Exercise requirements.
You are asked to filter the data below and copy every line holding "Highlands".

[Stored data]
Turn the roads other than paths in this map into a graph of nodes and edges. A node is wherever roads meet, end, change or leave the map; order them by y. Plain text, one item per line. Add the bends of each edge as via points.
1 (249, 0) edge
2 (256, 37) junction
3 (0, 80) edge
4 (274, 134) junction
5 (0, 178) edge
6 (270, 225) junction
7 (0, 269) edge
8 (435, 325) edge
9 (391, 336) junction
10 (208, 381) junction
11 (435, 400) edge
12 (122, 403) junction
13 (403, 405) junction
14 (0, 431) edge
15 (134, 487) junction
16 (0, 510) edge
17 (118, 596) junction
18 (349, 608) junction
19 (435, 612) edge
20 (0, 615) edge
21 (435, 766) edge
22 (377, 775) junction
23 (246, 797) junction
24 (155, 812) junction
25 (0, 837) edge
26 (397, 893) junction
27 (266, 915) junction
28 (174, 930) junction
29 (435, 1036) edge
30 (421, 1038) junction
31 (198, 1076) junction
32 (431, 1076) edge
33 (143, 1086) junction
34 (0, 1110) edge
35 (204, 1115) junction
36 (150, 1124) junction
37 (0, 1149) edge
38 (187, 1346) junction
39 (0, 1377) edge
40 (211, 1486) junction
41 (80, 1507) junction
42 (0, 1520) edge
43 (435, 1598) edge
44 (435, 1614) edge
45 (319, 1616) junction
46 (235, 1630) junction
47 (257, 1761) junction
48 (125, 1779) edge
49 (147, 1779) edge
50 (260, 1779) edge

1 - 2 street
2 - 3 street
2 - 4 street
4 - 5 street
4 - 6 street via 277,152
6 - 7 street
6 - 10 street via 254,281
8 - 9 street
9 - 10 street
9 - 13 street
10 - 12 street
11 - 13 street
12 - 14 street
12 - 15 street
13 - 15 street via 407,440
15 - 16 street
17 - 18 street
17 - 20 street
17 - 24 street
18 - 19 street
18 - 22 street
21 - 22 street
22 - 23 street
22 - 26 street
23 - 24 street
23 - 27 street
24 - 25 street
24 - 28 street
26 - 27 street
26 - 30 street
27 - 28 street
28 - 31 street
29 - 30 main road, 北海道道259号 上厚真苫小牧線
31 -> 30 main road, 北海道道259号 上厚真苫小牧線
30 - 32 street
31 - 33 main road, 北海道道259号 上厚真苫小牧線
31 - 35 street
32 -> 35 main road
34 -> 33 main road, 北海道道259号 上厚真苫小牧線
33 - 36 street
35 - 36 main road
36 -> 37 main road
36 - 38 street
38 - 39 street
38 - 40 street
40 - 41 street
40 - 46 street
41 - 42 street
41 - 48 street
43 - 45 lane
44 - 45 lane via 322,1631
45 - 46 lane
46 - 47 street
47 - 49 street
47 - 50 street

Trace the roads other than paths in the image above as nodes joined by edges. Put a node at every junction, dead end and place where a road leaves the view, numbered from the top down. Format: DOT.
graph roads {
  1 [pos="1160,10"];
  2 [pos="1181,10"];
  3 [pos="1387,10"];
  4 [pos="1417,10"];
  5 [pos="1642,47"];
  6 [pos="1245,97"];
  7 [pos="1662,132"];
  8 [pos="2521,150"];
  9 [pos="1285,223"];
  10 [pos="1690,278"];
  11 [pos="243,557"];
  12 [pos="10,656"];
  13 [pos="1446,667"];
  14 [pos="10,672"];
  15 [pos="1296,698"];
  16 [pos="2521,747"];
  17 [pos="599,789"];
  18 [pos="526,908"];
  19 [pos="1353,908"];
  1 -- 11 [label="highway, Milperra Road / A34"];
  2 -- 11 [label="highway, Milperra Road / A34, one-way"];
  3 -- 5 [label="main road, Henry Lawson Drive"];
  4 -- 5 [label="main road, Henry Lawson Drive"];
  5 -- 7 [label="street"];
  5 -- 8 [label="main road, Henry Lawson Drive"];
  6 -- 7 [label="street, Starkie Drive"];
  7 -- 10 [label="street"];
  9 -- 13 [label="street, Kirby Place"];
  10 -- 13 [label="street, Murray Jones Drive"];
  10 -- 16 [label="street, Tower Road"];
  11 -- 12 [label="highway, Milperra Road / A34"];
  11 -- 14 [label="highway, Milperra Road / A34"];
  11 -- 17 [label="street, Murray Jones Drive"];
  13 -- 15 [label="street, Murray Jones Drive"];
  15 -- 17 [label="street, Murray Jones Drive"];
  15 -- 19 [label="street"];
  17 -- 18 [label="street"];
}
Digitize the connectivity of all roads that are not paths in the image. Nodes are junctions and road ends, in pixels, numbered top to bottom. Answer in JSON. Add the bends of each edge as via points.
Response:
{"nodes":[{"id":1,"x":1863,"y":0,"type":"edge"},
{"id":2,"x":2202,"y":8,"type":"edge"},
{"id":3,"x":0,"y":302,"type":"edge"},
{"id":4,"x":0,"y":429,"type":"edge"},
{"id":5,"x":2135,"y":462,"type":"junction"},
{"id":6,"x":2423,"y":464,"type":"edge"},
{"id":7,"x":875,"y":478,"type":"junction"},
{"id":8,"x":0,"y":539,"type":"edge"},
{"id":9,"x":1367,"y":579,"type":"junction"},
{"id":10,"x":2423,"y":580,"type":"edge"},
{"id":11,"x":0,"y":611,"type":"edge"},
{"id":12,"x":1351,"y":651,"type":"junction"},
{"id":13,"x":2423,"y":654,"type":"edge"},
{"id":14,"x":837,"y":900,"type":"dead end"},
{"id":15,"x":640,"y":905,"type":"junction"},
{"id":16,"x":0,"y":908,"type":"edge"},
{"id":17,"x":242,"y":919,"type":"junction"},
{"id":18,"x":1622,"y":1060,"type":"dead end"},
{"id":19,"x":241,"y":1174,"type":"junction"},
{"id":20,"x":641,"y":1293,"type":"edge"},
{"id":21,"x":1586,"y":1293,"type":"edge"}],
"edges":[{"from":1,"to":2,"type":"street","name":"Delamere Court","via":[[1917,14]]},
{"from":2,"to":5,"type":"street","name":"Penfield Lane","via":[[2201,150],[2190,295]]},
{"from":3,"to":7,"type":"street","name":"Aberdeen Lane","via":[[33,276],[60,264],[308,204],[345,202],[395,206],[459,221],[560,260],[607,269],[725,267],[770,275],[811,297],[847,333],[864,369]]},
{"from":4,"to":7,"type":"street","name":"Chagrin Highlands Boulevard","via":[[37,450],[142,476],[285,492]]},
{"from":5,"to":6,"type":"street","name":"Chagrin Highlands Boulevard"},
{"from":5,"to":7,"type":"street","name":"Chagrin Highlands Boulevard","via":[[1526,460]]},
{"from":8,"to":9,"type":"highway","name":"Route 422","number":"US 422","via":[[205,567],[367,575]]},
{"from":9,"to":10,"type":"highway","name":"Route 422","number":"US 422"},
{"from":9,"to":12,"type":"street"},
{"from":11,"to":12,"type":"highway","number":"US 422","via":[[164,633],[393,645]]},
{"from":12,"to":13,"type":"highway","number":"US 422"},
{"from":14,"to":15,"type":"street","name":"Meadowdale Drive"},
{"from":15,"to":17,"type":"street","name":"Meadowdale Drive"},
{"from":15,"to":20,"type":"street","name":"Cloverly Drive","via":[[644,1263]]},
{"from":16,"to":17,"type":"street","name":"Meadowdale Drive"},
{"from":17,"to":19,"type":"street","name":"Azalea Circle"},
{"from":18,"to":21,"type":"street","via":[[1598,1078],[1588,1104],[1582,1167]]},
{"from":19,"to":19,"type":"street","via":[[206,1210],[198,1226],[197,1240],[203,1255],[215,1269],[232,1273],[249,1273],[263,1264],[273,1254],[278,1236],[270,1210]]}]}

Solution to this task.
{"from":4,"to":7,"type":"street","name":"Chagrin Highlands Boulevard","via":[[37,450],[142,476],[285,492]]},
{"from":5,"to":6,"type":"street","name":"Chagrin Highlands Boulevard"},
{"from":5,"to":7,"type":"street","name":"Chagrin Highlands Boulevard","via":[[1526,460]]},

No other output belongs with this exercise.